Center for Molecular Fetal Therapy, Division of Pediatric, General, Thoracic and Fetal Surgery, Cincinnati Children's Hospital Medical Center and The University of Cincinnati College of Medicine, Cincinnati, Ohio, United States of America.
PLoS One. 2012;7(8):e43633. doi: 10.1371/journal.pone.0043633. Epub 2012 Aug 24.

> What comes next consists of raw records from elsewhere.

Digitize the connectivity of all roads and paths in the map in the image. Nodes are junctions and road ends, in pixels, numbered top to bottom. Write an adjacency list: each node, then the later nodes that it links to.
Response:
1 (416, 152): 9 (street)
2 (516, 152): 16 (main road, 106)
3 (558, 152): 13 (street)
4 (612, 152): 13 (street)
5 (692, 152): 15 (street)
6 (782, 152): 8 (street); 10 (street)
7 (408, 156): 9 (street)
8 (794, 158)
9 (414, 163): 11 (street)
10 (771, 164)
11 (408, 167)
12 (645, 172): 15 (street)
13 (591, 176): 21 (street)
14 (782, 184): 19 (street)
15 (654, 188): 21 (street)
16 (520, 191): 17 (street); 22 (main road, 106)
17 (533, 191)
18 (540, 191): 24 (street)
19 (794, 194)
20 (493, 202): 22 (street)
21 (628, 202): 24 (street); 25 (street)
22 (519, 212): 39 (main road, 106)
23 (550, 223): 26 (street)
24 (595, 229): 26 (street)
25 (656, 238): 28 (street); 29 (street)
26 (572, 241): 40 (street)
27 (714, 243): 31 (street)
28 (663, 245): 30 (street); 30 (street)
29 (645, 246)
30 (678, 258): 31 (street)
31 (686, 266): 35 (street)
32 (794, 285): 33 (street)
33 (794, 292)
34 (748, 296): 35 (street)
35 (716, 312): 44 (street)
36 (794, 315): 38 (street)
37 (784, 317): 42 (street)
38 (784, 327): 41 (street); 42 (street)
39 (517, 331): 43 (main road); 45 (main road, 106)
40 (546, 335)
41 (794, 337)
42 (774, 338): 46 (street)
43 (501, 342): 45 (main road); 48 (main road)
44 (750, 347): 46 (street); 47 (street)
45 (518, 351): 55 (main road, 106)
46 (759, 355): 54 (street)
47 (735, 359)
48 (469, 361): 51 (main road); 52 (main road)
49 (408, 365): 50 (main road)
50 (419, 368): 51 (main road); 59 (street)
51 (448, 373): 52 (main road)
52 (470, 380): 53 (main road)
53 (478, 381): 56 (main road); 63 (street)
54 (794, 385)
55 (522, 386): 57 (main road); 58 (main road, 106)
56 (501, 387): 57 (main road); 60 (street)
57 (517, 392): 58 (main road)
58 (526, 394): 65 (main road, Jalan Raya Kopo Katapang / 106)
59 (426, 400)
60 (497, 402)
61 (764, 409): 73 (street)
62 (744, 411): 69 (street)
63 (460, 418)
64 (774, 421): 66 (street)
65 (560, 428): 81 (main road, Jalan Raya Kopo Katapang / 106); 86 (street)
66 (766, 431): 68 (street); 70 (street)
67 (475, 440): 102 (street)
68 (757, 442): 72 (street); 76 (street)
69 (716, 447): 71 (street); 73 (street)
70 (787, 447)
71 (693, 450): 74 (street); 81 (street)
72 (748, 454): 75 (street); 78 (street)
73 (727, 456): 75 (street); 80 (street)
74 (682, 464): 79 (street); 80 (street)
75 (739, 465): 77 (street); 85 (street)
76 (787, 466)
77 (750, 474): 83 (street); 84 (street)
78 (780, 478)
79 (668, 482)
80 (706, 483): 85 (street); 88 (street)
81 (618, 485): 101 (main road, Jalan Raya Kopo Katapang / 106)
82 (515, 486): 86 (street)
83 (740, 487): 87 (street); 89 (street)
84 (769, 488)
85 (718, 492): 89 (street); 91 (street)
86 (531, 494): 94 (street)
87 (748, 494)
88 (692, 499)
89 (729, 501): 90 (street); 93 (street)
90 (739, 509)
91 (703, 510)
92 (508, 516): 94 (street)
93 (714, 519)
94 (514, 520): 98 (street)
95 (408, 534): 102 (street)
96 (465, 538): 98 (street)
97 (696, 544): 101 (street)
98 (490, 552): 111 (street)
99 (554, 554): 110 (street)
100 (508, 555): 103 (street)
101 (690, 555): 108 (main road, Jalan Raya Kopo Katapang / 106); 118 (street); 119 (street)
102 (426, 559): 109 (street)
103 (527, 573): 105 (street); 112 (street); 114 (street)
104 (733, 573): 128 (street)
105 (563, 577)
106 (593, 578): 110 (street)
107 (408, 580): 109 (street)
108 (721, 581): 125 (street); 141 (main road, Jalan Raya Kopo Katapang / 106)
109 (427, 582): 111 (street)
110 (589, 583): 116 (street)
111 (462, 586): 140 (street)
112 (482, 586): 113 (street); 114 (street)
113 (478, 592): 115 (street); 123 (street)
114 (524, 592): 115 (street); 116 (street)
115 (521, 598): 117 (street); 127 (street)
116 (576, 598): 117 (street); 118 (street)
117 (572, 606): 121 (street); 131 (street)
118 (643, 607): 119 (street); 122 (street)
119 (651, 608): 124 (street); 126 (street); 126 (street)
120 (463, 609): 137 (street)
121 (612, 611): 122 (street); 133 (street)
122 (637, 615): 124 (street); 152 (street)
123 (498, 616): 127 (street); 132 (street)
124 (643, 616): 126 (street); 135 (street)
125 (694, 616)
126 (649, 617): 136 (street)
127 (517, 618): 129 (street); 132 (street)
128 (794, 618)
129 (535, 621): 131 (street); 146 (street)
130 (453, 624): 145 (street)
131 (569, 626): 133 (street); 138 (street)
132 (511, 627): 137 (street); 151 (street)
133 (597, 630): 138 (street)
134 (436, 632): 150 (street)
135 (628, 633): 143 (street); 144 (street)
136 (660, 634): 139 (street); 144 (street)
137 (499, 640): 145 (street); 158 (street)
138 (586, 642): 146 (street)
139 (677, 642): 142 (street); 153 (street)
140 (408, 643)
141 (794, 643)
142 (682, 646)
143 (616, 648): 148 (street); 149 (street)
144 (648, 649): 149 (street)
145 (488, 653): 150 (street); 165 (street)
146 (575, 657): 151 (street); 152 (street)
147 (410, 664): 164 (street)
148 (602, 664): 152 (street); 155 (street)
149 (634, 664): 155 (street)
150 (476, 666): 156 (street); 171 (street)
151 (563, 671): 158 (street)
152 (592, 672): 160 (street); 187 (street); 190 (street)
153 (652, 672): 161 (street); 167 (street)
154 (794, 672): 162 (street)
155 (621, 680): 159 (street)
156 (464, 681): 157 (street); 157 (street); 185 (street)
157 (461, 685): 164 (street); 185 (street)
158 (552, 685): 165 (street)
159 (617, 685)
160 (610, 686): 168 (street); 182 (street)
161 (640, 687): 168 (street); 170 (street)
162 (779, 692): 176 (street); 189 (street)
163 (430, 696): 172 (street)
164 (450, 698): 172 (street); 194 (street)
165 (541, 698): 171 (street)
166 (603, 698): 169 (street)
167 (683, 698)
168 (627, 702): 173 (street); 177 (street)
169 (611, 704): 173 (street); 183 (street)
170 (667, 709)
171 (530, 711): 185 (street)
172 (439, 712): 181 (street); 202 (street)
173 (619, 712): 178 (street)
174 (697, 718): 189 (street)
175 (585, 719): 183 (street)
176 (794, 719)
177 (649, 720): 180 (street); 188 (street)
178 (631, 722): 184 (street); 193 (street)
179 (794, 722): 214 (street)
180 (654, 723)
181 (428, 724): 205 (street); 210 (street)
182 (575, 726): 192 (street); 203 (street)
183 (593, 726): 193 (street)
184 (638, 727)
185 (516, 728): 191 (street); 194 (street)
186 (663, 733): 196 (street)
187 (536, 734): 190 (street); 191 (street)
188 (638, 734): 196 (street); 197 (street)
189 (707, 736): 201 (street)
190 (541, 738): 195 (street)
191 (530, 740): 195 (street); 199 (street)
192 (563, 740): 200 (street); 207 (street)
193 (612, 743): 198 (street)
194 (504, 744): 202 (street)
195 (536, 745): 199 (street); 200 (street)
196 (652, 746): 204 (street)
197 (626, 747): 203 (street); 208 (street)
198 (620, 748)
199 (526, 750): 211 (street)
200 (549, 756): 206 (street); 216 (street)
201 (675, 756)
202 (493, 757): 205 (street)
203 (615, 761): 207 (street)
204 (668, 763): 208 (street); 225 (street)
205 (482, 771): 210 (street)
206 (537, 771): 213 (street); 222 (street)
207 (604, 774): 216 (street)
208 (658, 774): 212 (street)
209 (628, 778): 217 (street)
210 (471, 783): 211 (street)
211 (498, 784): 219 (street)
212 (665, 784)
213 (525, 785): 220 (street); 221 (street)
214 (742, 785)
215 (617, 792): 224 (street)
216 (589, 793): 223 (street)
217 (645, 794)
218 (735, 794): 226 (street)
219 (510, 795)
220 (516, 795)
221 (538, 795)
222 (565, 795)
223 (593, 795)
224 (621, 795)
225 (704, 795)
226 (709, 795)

Lung disease including airway infection and inflammation currently causes the majority of morbidities and mortalities associated with cystic fibrosis (CF), making the airway epithelium and the submucosal glands (SMG) novel target cells for gene therapy in CF. These target cells are relatively inaccessible to postnatal gene transfer limiting the success of gene therapy. Our previous work in a human-fetal trachea xenograft model suggests the potential benefit for treating CF in utero. In this study, we aim to validate adeno-associated virus serotype 2 (AAV2) gene transfer in a human fetal trachea xenograft model and to compare transduction efficiencies of pseudotyping AAV2 vectors in fetal xenografts and postnatal xenograft controls.
METHODOLOGY/PRINCIPAL FINDINGS: Human fetal trachea or postnatal bronchus controls were xenografted onto immunocompromised SCID mice for a four-week engraftment period. After injection of AAV2/2, 2/1, 2/5, 2/7 or 2/8 with a LacZ reporter into both types of xenografts, we analyzed for transgene expression in the respiratory epithelium and SMGs. At 1 month, transduction by AAV2/2 and AAV2/8 in respiratory epithelium and SMG cells was significantly greater than that of AAV2/1, 2/5, and 2/7 in xenograft tracheas. Efficiency in SMG transduction was significantly greater in AAV2/8 than AAV2/2. At 3 months, AAV2/2 and AAV2/8 transgene expression was >99% of respiratory epithelium and SMG. At 1 month, transduction efficiency of AAV2/2 and AAV2/8 was significantly less in adult postnatal bronchial xenografts than in fetal tracheal xenografts.
CONCLUSIONS/SIGNIFICANCE: Based on the effectiveness of AAV vectors in SMG transduction, our findings suggest the potential utility of pseudotyped AAV vectors for treatment of cystic fibrosis. The human fetal trachea xenograft model may serve as an effective tool for further development of fetal gene therapy strategies for the in utero treatment of cystic fibrosis.
肺部疾病(包括气道感染和炎症)目前是导致囊性纤维化(CF)相关发病率和死亡率的主要原因,这使得气道上皮细胞和粘膜下腺(SMG)成为 CF 基因治疗的新靶细胞。这些靶细胞在出生后基因转移中相对难以到达,限制了基因治疗的成功。我们之前在人胎气管异种移植模型中的工作表明,宫内治疗 CF 具有潜在的益处。在这项研究中,我们旨在验证腺相关病毒血清型 2(AAV2)在人胎气管异种移植模型中的基因转移,并比较假型 AAV2 载体在胎儿异种移植和出生后异种移植对照中的转导效率。
方法/主要发现:将人胎气管或出生后支气管对照物异种移植到免疫缺陷 SCID 小鼠体内,进行为期 4 周的移植期。在将携带 LacZ 报告基因的 AAV2/2、2/1、2/5、2/7 或 2/8 注射到两种异种移植物后,我们分析了呼吸道上皮细胞和 SMG 中的转基因表达。在 1 个月时,AAV2/2 和 AAV2/8 在呼吸上皮细胞和 SMG 细胞中的转导效率明显高于异种移植气管中的 AAV2/1、2/5 和 2/7。AAV2/8 在 SMG 中的转导效率明显高于 AAV2/2。在 3 个月时,AAV2/2 和 AAV2/8 的转基因表达>呼吸道上皮细胞和 SMG 的 99%。在 1 个月时,AAV2/2 和 AAV2/8 的转导效率在成年出生后支气管异种移植物中明显低于在胎儿气管异种移植物中。
结论/意义:基于 AAV 载体在 SMG 转导中的有效性,我们的发现表明假型 AAV 载体在治疗囊性纤维化方面具有潜在的应用价值。人胎气管异种移植模型可能成为进一步开发用于宫内治疗囊性纤维化的胎儿基因治疗策略的有效工具。